Bringing Something to the Party

ShowgirlsEight years ago next week, I wrote my first blog on High Heels.  I was living in a studio flat in West London, depressed, profoundly lonely and recovering from the lacerations of a broken heart.   None of this was alluded to at the time.  I’d made a pact with myself never to do online confessionals and, as my chief philosophy was that parties were a panacea for all ills, I choose instead to write about one I’d recently attended.   It felt apt.  I was wearing high heels and the room was packed with reprobates.

I’d turned up in a hot pink wrap dress in the style of Diane Von Furstenberg, hoping to woo back my ex-boyfriend but instead attracted the unwanted – and fortunately harmless – attention of Rolf Harris who was there to play his wobble board for the irony-loving Shoreditch crowd.  In those days, this was merely embarrassing.

There’s been more than a few embarrassing party moments over the years.  Running full pelt after a taxi I thought still had my clutch bag on the back seat would probably be on the list.  At the time I was wearing a Gloria Swanson headdress, corset and floor length velvet cape and moved so fast the cape was horizontal.  People I’d never met before had applauded.  Later, one of our group had trumped me by being neatly sick into her empty high ball glass.  She’d placed it thoughtfully onto the (very ritzy) bar and retired graciously because it had been that kind of night.

Then there was the other kind of night with Jay the transvestite who owned his own London cab and taxied me about; him in rubber, me in sequins. He’d roll down the window onto a floodlit suburban garage forecourt and trill ‘Tranny Cabs!’ before stepping out, six foot five in heels, and striding into the shop to buy a can of Coke.  To me, this is still what courage looks like.

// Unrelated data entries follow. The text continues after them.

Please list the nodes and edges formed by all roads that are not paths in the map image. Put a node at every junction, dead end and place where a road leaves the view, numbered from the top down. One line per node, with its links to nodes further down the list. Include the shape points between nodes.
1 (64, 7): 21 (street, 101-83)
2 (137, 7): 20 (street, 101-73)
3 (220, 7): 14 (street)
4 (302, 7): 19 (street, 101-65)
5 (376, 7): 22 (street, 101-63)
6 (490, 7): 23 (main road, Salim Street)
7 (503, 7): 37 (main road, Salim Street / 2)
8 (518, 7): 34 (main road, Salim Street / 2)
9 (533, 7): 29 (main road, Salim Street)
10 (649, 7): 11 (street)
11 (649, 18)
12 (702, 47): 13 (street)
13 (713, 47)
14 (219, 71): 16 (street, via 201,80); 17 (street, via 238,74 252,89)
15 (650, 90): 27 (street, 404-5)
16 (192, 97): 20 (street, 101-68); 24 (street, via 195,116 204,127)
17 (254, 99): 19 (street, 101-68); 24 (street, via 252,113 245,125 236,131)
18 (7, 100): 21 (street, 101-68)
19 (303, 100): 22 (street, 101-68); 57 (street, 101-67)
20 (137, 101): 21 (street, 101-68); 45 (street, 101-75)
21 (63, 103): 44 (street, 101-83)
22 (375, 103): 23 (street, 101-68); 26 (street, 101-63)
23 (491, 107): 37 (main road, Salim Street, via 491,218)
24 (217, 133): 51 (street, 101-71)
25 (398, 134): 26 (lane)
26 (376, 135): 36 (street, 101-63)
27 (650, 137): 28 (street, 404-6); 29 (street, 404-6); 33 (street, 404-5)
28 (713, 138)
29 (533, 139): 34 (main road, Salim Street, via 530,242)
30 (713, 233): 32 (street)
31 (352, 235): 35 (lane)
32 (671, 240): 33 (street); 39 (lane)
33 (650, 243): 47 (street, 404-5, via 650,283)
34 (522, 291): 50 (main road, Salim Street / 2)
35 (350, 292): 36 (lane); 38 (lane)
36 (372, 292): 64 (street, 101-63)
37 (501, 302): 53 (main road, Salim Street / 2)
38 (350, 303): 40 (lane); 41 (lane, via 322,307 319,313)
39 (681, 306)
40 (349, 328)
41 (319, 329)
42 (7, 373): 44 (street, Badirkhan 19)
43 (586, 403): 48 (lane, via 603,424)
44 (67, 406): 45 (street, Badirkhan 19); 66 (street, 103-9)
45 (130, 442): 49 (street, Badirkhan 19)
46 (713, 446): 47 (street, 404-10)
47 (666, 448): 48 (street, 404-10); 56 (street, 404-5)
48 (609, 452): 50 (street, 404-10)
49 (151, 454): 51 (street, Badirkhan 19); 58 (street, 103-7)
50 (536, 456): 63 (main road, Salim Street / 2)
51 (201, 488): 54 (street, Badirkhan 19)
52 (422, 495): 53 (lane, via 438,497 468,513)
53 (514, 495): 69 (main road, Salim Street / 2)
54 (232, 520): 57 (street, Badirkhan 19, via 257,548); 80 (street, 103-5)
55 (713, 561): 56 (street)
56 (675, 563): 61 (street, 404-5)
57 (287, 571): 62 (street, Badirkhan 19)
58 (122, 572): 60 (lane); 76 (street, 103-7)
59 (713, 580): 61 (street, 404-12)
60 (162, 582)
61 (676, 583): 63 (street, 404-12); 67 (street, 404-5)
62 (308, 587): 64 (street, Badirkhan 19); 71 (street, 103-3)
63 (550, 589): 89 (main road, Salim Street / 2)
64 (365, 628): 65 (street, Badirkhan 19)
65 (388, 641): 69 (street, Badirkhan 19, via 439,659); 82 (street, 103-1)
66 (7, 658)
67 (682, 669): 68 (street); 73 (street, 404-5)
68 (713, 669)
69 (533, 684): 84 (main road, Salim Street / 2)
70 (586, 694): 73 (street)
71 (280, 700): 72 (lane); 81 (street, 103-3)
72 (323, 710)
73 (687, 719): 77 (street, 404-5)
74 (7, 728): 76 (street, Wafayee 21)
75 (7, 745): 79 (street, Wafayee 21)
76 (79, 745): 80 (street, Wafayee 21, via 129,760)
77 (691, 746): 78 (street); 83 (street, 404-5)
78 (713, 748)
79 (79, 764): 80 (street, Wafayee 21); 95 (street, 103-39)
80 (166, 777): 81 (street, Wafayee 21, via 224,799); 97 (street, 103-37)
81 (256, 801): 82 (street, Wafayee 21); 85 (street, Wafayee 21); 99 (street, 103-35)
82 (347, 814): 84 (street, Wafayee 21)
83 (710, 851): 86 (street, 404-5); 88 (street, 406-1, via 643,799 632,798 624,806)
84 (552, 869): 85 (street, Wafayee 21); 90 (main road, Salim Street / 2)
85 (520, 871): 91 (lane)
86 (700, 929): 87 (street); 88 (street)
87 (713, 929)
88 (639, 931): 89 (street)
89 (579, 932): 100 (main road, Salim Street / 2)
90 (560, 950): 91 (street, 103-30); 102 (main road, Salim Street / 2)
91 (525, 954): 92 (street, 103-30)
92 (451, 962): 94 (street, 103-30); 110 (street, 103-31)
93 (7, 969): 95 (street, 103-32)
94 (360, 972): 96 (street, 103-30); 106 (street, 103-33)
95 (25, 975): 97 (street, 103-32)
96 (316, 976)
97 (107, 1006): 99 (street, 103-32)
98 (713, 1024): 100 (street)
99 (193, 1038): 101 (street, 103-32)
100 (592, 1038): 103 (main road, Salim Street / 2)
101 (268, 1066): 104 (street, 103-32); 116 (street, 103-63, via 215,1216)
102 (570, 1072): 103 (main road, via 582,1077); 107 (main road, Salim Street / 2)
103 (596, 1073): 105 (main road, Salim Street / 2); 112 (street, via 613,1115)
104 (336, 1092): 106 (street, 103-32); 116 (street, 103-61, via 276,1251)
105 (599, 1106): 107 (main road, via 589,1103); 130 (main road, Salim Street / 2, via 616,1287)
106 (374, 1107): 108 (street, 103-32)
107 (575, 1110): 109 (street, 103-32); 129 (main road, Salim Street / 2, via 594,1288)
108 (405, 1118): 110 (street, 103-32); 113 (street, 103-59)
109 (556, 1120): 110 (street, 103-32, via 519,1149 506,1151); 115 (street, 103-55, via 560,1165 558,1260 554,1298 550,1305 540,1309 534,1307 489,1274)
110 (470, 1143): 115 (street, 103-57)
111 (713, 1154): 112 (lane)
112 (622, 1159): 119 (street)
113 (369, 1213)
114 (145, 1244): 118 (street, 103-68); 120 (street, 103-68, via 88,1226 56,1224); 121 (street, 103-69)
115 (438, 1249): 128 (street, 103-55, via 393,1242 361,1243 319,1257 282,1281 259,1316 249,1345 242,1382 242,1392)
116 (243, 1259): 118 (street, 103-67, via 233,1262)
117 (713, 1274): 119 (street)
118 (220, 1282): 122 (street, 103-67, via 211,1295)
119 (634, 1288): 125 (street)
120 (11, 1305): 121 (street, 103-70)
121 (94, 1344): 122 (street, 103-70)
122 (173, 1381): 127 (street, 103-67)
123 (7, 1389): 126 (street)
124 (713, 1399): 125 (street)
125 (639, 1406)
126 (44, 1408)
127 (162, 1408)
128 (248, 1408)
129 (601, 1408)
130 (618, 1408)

I’ve learnt a lot about human nature from going out.  It’s taught me things that I value like resilience, empathy and the ability to listen and entertain.  If I think about what’s changed most over the past eight years – apart from my career and owning my own home – it’s that now I go to less parties.  I still love going out, but I’ve found my tribe now and I know there’s not much that’s new under the sun.

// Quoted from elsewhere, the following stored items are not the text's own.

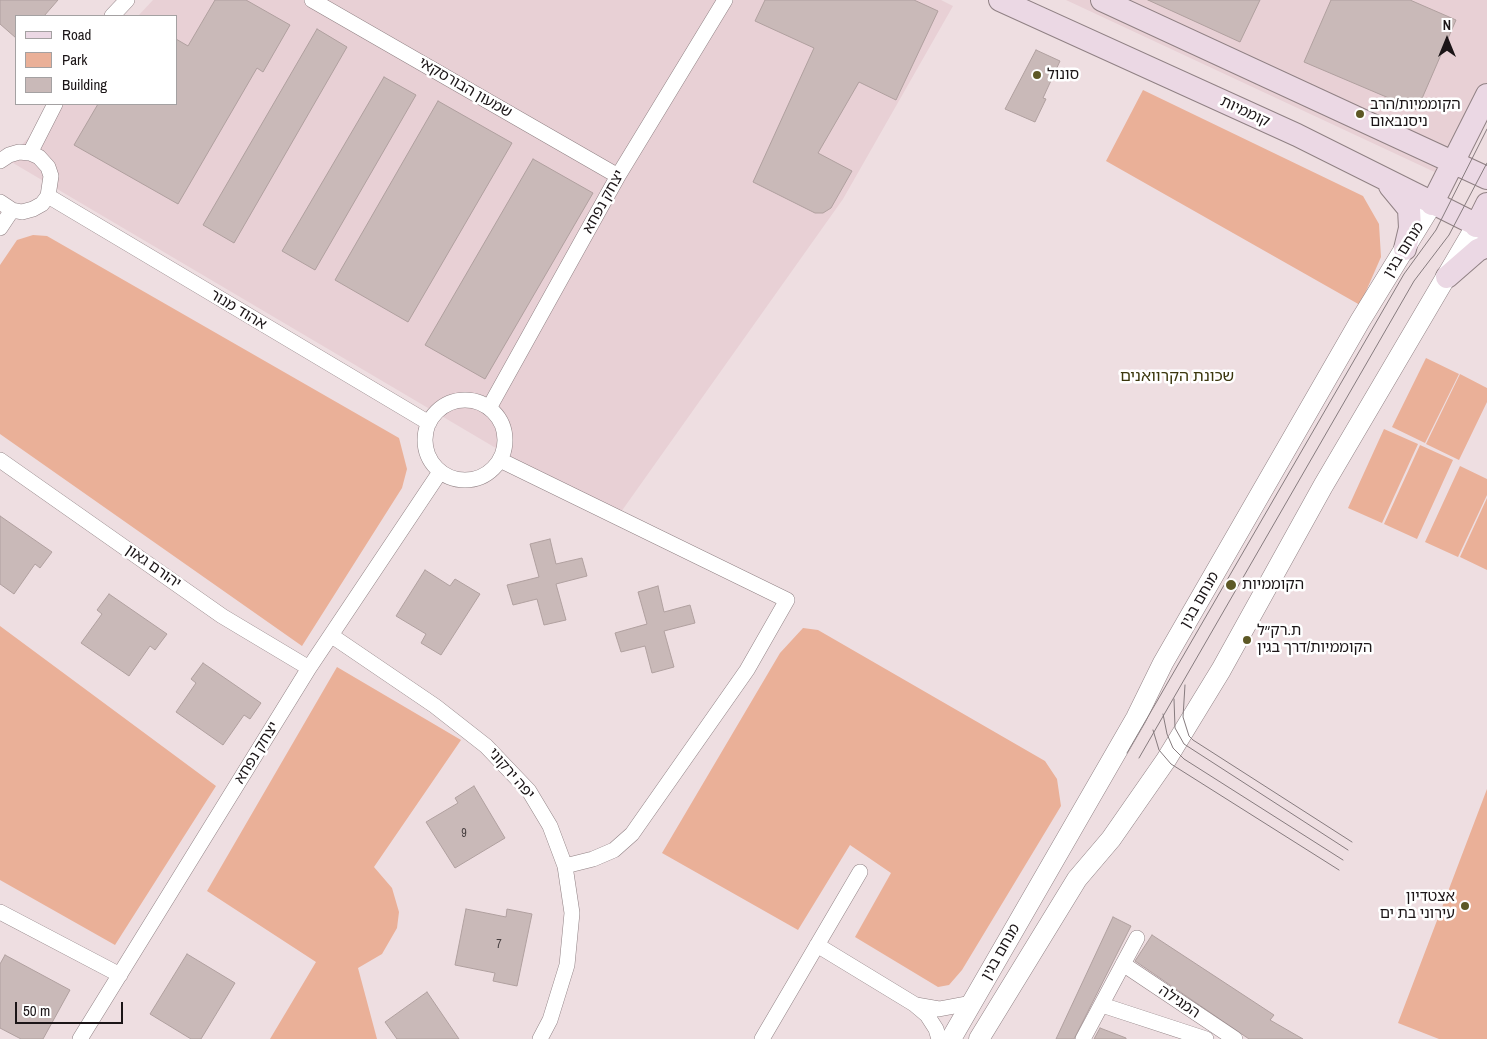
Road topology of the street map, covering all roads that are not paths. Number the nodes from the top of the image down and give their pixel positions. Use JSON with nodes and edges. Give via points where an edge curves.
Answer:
{"nodes":[{"id":1,"x":127,"y":0,"type":"edge"},
{"id":2,"x":312,"y":0,"type":"edge"},
{"id":3,"x":725,"y":0,"type":"edge"},
{"id":4,"x":1000,"y":0,"type":"edge"},
{"id":5,"x":1102,"y":0,"type":"edge"},
{"id":6,"x":113,"y":15,"type":"edge"},
{"id":7,"x":1487,"y":95,"type":"edge"},
{"id":8,"x":54,"y":105,"type":"edge"},
{"id":9,"x":30,"y":153,"type":"junction"},
{"id":10,"x":0,"y":161,"type":"edge"},
{"id":11,"x":1454,"y":163,"type":"junction"},
{"id":12,"x":618,"y":176,"type":"junction"},
{"id":13,"x":1381,"y":177,"type":"junction"},
{"id":14,"x":1487,"y":178,"type":"edge"},
{"id":15,"x":48,"y":196,"type":"junction"},
{"id":16,"x":1432,"y":204,"type":"junction"},
{"id":17,"x":1487,"y":204,"type":"edge"},
{"id":18,"x":6,"y":206,"type":"edge"},
{"id":19,"x":0,"y":228,"type":"edge"},
{"id":20,"x":1481,"y":228,"type":"edge"},
{"id":21,"x":1487,"y":246,"type":"edge"},
{"id":22,"x":1405,"y":249,"type":"junction"},
{"id":23,"x":1447,"y":278,"type":"junction"},
{"id":24,"x":488,"y":408,"type":"junction"},
{"id":25,"x":429,"y":423,"type":"junction"},
{"id":26,"x":0,"y":460,"type":"edge"},
{"id":27,"x":500,"y":460,"type":"junction"},
{"id":28,"x":440,"y":472,"type":"junction"},
{"id":29,"x":332,"y":636,"type":"junction"},
{"id":30,"x":309,"y":668,"type":"junction"},
{"id":31,"x":565,"y":866,"type":"junction"},
{"id":32,"x":860,"y":872,"type":"dead end"},
{"id":33,"x":0,"y":912,"type":"edge"},
{"id":34,"x":1137,"y":938,"type":"dead end"},
{"id":35,"x":817,"y":945,"type":"junction"},
{"id":36,"x":1123,"y":964,"type":"junction"},
{"id":37,"x":120,"y":975,"type":"junction"},
{"id":38,"x":972,"y":1003,"type":"junction"},
{"id":39,"x":914,"y":1004,"type":"junction"},
{"id":40,"x":1102,"y":1005,"type":"junction"},
{"id":41,"x":84,"y":1038,"type":"edge"},
{"id":42,"x":540,"y":1039,"type":"edge"},
{"id":43,"x":762,"y":1039,"type":"edge"},
{"id":44,"x":939,"y":1039,"type":"edge"},
{"id":45,"x":951,"y":1039,"type":"edge"},
{"id":46,"x":980,"y":1039,"type":"edge"},
{"id":47,"x":1083,"y":1039,"type":"edge"},
{"id":48,"x":1206,"y":1039,"type":"edge"},
{"id":49,"x":1235,"y":1039,"type":"edge"}],
"edges":[{"from":1,"to":6,"type":"street"},
{"from":2,"to":12,"type":"street","name":"שמעון הבורסקאי"},
{"from":3,"to":12,"type":"street","name":"יצחק נפחא"},
{"from":4,"to":13,"type":"main road","name":"קוממיות","via":[[1297,135]]},
{"from":5,"to":11,"type":"main road"},
{"from":7,"to":11,"type":"main road","name":"מנחם בגין"},
{"from":8,"to":9,"type":"street"},
{"from":9,"to":10,"type":"street","via":[[19,152]]},
{"from":9,"to":15,"type":"street","via":[[48,166],[51,187]]},
{"from":11,"to":14,"type":"main road"},
{"from":11,"to":16,"type":"main road","name":"מנחם בגין"},
{"from":12,"to":24,"type":"street","name":"יצחק נפחא"},
{"from":13,"to":16,"type":"main road","name":"קוממיות"},
{"from":13,"to":22,"type":"main road","via":[[1409,209],[1410,228]]},
{"from":15,"to":18,"type":"street","via":[[33,210],[22,212]]},
{"from":15,"to":25,"type":"street","name":"אהוד מנור"},
{"from":16,"to":20,"type":"main road","name":"קוממיות"},
{"from":16,"to":22,"type":"street","name":"מנחם בגין"},
{"from":17,"to":20,"type":"main road","name":"מנחם בגין"},
{"from":18,"to":19,"type":"street"},
{"from":20,"to":23,"type":"street","name":"מנחם בגין"},
{"from":21,"to":23,"type":"main road","via":[[1473,253]]},
{"from":22,"to":38,"type":"street","name":"מנחם בגין","via":[[1360,321],[1163,663],[1136,718]]},
{"from":23,"to":46,"type":"street","name":"מנחם בגין","via":[[1166,760],[1111,840],[1077,879]]},
{"from":24,"to":25,"type":"street","via":[[476,402],[455,402],[437,412]]},
{"from":24,"to":27,"type":"street","via":[[500,420],[505,433],[505,447]]},
{"from":25,"to":28,"type":"street","via":[[426,446],[430,460]]},
{"from":26,"to":30,"type":"street","name":"יהורם גאון","via":[[222,616]]},
{"from":27,"to":28,"type":"street","via":[[480,478],[452,478]]},
{"from":27,"to":31,"type":"street","via":[[788,600],[747,670],[632,834],[614,850]]},
{"from":28,"to":29,"type":"street","name":"יצחק נפחא"},
{"from":29,"to":30,"type":"street","name":"יצחק נפחא"},
{"from":29,"to":31,"type":"street","name":"יפה ירקוני","via":[[435,706],[486,746],[529,792],[550,826]]},
{"from":30,"to":37,"type":"street","name":"יצחק נפחא"},
{"from":31,"to":42,"type":"street","name":"יפה ירקוני","via":[[572,913],[567,964],[550,1020]]},
{"from":32,"to":35,"type":"street"},
{"from":33,"to":37,"type":"street"},
{"from":34,"to":36,"type":"street"},
{"from":35,"to":39,"type":"street"},
{"from":35,"to":43,"type":"street"},
{"from":36,"to":40,"type":"street"},
{"from":36,"to":49,"type":"street","name":"המגילה"},
{"from":37,"to":41,"type":"street","name":"יצחק נפחא"},
{"from":38,"to":39,"type":"street","via":[[938,1009]]},
{"from":38,"to":45,"type":"street","name":"מנחם בגין"},
{"from":39,"to":44,"type":"street","via":[[927,1015]]},
{"from":40,"to":47,"type":"street"},
{"from":40,"to":48,"type":"street","name":"המגילה"}]}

Whilst we are no longer living in optimistic times, we don’t need to lose our mirth or take ourselves too seriously.  In fact, the more we hurtle towards hell in a handbag the more we should remember that sometimes it’s just about experiencing it.  I may not own diamonds but I could string these nights together and they’d all be like jewels.   Here is some advice and observations from years of dedication to the cause:

  • Be a contribution.  The best party piece I ever saw was a man diving into a swimming pool clutching two lit fireworks.  If you must have a party piece, it needs to be this good.
  • An arsenal of anecdotes is a bonus.  The man with the two lit fireworks told me the best one I’ve heard.  The day of his Dad’s funeral, he discovered two things.  The first was that his octogenarian father had had a twenty two year old Chinese mistress called Pinkie Chin and the second was he was now responsible for one million Chinese silk ties which were en-route to London with no particular forwarding address. ‘And Sarah Jane, I don’t know if you can envisage what a million ties look like….’
  • Parties are the greatest leveller.  They divide people into two camps – boring and not boring.  If it’s about how big your job is you’re in the wrong room.
  • Some of the most confident appearing people I’ve ever met are incapable of walking into a party alone.  Good to remember when someone is being overbearing or patronising.
  • Alpha females have no idea how to enjoy themselves.  Better be a Tango female.  Your only agenda is to dance and be merry.
  • There’s nothing more gratifying than looking expensive in cheap places.
  • Never go out hoping you might meet someone.  Go out thinking someone would be lucky to meet you.
  • The perfect party drink is a classic champagne cocktail.  Two will boost your allure, three will lower it.
  • Nothing attracts attention like a red dress.
  • When faced with a lack of gallantry ask yourself this simple question.  Would Elizabeth Taylor put up with this crap?
  • Wham’s I’m Your Man remains the greatest ever floor filler.
  • Don’t get cornered by strangers who want you to listen to their problems. This is a party, not a charity gig.
  • Being rude to people who are serving you is the height of bad manners.   The waiter is your friend and will bring you sustenance.
  • Foam has no place on food.
  • Overtly charming people who focus on you in an intense manner and pursue you like locusts are sociopaths.
  • Musicians are WAY more fun than actors.
  • If you need to resume the recovery position, Pretty Woman and a plate of Turkish eggs will get you through it.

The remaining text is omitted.